GRAN BRETAGNA VIETA SOCIAL AI MINORI, CONSUMERISMO: ITALIA SEGUA ESEMPIO
ACCESSO MINORI A SOCIAL E’ A TUTTI GLI EFFETTI UNA EMERGENZA
L’impatto devastante delle piattaforme social sulla società e in particolare sulle giovani generazioni non è più solo una teoria, ma una realtà confermata dalle evidenze scientifiche, ed è fondamentale che anche il governo italiano si mobiliti il prima possibile per legiferare con fermezza e determinazione l’accesso, l’uso e la regolazione delle piattaforme social.
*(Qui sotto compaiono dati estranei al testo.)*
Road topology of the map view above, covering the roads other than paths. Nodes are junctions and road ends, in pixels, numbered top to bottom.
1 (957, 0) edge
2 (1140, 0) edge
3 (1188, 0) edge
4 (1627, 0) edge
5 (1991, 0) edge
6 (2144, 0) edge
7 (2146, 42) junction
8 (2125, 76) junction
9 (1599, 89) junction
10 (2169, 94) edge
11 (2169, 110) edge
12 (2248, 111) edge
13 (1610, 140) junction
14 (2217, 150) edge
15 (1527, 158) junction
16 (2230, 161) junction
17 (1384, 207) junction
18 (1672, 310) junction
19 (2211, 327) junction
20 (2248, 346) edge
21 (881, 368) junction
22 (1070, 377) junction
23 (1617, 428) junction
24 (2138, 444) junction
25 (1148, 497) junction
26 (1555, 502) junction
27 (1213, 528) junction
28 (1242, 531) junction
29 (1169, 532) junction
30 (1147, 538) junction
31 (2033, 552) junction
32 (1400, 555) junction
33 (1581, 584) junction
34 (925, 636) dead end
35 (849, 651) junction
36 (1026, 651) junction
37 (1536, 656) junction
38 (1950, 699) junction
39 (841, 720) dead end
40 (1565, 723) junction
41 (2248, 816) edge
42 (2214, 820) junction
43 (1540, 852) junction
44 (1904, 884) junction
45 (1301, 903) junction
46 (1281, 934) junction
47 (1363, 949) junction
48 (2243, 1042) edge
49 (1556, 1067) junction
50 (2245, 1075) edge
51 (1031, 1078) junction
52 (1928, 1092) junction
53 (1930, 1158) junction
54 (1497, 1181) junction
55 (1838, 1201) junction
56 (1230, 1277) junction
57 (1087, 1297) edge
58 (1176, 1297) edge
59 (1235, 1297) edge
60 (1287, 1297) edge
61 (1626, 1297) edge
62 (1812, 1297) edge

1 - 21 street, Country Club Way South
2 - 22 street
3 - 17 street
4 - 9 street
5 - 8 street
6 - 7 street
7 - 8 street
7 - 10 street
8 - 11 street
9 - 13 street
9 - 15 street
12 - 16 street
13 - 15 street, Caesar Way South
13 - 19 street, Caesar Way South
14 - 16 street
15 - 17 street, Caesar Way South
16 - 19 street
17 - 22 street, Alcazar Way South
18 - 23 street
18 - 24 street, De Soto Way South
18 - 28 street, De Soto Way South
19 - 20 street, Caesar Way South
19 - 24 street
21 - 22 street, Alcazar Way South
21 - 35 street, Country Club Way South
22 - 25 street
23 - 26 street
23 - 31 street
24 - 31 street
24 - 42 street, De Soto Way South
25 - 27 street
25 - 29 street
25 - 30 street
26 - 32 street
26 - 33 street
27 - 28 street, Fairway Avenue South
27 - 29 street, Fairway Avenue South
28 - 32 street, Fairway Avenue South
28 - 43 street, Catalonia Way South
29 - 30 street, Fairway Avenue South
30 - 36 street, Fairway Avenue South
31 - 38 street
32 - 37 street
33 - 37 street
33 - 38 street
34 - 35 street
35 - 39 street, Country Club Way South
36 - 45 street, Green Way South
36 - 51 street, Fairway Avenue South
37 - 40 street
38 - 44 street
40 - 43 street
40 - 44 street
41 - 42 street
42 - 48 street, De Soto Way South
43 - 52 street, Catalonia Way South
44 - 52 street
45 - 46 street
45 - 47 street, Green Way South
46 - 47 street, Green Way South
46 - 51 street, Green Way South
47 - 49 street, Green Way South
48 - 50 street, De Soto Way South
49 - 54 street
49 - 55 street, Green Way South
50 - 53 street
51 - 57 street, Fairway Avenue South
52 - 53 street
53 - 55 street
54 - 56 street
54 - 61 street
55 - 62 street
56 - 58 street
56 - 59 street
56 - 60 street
Lo afferma Consumerismo No Profit, commentando la decisione della Gran Bretagna di vietare i social media ai minori di anni 16.
“Ormai i fenomeni sociali e persino le scelte politiche sono sempre più determinati dai condizionamenti ineludibili delle logiche algoritmiche delle piattaforme social appositamente costruite per condizionare e rendere dipendenti persone, tanto più le fasce più deboli come i giovani – spiega il presidente di Consumerismo, Luigi Gabriele – È urgente che il governo italiano adotti provvedimenti al riguardo e consideri il tema una emergenza nazionale così come stanno facendo numerose democrazie. Questo anche per smentire le voci di corridoio che vedrebbero i rappresentanti dei big social in Italia essere a stretto contatto con la politica, al punto da condizionarne le relative scelte come quella di introdurre misure che attribuiscono responsabilità più verso i genitori che verso le piattaforme. Quindi il governo mostri sensibilità verso le giovani generazioni e si adoperi subito per disciplinare l’accesso e soprattutto gli effetti dei social sulle giovani generazioni, come fatto da Gran Bretagna e altri Paesi europei” – conclude Gabriele.